- Origin: Leeds, United Kingdom
- Genres: Afrobeat, funk, jazz
- Years active: 2007–present
- Labels: First Word Records
- Members: Eddie Hick, Paul Baxter, Tarek Modi, Neil Innes, Simon Nixon, Pete Williams, Martyn Strange, Leon Johnson, Kris Wright
- Past members: Duncan Hamilton, Gareth Parry, Joost Hendrickx, Al MacSween
- Website: http://www.myspace.com/ariyaafrobeat

= Ariya Astrobeat Arkestra =

British music band

The Ariya Astrobeat Arkestra is a Leeds-based afrobeat band that takes its influence from Fela Kuti's Africa 70 band amongst many others. Although their music uses Afrobeat rhythm and language, they also owe part of their sound to the space Jazz pioneers of the 1970s and the free jazz trailblazers of the 1960s. The band have been quoted as crediting James Brown and Tony Allen for having a large influence on their music.

The band was founded in 2007 after a series of jam sessions at the Leeds basement bar and music venue 'Sela Bar'. In 2009 after a couple of years defining their sound, the band were signed to independent record label First Word Records.
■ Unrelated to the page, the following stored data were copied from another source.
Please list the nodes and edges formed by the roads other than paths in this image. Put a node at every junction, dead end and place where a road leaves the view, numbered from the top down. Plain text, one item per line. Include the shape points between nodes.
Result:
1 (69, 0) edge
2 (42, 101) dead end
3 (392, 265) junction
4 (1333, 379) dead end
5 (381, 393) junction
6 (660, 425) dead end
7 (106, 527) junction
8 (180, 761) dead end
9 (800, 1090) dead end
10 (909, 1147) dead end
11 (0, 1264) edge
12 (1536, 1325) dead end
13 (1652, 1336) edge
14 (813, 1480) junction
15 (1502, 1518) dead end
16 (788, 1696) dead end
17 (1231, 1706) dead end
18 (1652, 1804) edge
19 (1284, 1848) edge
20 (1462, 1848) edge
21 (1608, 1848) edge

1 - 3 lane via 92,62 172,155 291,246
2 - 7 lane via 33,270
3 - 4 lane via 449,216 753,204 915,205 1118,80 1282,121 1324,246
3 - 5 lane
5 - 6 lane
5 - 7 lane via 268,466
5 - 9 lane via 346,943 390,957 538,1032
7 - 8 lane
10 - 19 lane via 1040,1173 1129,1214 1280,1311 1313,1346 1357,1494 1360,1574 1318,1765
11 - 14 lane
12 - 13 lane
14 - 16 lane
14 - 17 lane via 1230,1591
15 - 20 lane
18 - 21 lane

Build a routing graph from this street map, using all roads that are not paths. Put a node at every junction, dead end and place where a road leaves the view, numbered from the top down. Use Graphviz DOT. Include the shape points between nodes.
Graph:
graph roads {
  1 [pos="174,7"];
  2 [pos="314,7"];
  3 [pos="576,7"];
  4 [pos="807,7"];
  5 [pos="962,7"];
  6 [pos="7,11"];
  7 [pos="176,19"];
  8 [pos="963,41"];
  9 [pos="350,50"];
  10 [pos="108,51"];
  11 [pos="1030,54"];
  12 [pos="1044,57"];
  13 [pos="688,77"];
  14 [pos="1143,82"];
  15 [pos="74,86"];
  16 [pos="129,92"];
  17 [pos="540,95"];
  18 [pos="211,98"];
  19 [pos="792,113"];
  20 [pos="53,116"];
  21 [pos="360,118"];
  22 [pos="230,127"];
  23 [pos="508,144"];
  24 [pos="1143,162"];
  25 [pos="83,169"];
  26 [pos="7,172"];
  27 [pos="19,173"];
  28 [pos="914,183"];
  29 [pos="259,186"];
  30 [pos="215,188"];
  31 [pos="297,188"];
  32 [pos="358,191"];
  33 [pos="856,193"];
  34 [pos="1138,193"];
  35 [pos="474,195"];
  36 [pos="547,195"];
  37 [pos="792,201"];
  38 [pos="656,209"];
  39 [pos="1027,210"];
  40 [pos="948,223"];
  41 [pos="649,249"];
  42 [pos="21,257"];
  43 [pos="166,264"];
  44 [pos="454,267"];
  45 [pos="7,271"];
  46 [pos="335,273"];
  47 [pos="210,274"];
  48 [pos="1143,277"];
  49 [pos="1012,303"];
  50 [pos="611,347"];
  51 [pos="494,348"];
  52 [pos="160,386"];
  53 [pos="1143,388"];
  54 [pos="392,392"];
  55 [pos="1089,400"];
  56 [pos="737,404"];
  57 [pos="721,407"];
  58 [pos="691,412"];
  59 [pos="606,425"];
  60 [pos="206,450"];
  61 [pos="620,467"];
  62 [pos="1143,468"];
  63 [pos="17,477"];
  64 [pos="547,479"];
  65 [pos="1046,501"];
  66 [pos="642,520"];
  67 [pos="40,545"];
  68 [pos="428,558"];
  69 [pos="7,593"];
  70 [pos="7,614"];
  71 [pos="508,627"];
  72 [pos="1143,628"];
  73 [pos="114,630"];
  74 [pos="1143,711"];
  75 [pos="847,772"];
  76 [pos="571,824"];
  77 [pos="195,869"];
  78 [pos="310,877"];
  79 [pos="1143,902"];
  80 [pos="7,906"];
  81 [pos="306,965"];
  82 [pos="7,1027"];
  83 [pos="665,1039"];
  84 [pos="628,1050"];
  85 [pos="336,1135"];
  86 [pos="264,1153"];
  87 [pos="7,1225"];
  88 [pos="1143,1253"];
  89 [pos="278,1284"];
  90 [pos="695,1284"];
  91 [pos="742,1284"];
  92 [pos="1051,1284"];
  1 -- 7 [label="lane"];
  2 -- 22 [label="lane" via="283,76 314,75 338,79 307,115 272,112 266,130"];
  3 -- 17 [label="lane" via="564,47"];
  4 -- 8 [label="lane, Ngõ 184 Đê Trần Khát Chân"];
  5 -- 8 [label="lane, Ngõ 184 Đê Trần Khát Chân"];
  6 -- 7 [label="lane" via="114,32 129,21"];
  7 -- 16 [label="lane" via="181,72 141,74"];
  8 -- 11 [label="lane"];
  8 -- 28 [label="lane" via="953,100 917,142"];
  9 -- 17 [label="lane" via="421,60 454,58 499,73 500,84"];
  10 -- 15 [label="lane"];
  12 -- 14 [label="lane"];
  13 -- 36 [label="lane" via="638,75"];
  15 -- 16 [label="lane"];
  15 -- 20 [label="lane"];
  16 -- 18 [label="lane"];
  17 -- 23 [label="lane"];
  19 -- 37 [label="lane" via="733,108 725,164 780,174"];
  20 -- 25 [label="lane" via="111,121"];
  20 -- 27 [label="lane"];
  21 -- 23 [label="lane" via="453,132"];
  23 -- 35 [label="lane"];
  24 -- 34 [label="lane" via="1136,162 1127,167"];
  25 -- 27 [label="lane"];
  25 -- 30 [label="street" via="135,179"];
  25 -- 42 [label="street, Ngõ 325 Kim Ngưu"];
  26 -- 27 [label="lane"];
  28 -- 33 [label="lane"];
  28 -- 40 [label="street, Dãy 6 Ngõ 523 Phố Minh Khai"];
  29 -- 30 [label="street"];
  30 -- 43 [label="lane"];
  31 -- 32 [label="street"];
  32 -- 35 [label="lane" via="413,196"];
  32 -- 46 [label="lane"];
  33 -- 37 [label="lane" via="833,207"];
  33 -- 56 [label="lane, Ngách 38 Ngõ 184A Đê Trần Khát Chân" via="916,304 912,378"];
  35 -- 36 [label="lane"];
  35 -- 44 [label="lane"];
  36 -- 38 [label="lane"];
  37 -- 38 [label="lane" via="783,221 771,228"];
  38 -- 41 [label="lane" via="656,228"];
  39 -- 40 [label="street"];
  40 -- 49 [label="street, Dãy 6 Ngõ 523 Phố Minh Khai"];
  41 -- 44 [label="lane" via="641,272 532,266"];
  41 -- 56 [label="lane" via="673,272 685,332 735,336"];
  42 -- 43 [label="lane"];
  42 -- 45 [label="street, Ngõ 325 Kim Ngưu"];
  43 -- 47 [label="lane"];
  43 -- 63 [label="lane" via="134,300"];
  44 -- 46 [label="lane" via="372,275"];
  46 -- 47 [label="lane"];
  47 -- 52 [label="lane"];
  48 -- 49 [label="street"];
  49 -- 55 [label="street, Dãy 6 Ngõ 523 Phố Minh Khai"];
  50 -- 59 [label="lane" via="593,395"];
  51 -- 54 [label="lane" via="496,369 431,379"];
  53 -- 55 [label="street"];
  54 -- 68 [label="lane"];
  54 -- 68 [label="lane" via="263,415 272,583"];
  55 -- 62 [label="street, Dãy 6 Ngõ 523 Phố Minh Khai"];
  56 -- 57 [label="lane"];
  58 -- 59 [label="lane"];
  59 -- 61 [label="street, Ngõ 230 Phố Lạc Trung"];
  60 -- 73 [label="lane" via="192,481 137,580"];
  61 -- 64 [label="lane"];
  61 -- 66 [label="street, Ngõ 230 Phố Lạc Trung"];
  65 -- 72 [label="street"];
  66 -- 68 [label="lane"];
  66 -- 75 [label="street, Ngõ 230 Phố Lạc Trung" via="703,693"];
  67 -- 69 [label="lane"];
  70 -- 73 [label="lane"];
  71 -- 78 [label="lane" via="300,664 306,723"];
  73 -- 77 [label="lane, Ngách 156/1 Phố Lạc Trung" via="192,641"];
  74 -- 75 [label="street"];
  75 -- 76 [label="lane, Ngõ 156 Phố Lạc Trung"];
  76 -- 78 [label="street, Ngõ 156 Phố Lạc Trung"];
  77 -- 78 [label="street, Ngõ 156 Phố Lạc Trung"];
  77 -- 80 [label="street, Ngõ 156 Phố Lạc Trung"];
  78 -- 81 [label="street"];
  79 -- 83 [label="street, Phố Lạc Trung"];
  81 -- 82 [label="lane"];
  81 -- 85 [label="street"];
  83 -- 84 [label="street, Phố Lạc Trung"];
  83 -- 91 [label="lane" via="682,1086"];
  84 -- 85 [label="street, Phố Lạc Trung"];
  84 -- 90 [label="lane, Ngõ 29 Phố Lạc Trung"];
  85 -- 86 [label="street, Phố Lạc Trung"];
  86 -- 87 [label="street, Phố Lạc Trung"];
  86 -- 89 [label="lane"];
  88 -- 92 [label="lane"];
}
In 2010 the band performed throughout the UK at venues such as London's Plan B, Vibe Bar, The Wardrobe
in Leeds, Limetree Festival and Shambala festival. On 30 October 2010 the band performed a live session on BBC6 Music for the Craig Charles Funk and Soul Show.

In 2010 The Ariya Astrobeat Arkestra recorded their first single. It was released in January 2010 on 7-inch vinyl. On the A-side is a cover of Crosstown Traffic by Jimi Hendrix with the band opting for an original track 'Lost in Kinshasa' as a B-side.

On 15 November 2010 the band's self-titled debut album 'Ariya Astrobeat Arkestra' was released on worldwide digital download and CD. The album and single for the most part were recorded and mixed at the Analog Rooms in Elland.

On 16 November Jamie Cullum cited The Ariya Astrobeat Arkestra as one of his 'sounds and new bands of the year' after broadcasting them on his show for BBC Radio 2.

In August 2012, Ariya Astrobeat Arkestra announced the arrival of their second album entitled 'Towards Other Worlds'. The band announced public performances at The Wardrobe in Leeds and Bedroom Bar in London for their UK album launch events.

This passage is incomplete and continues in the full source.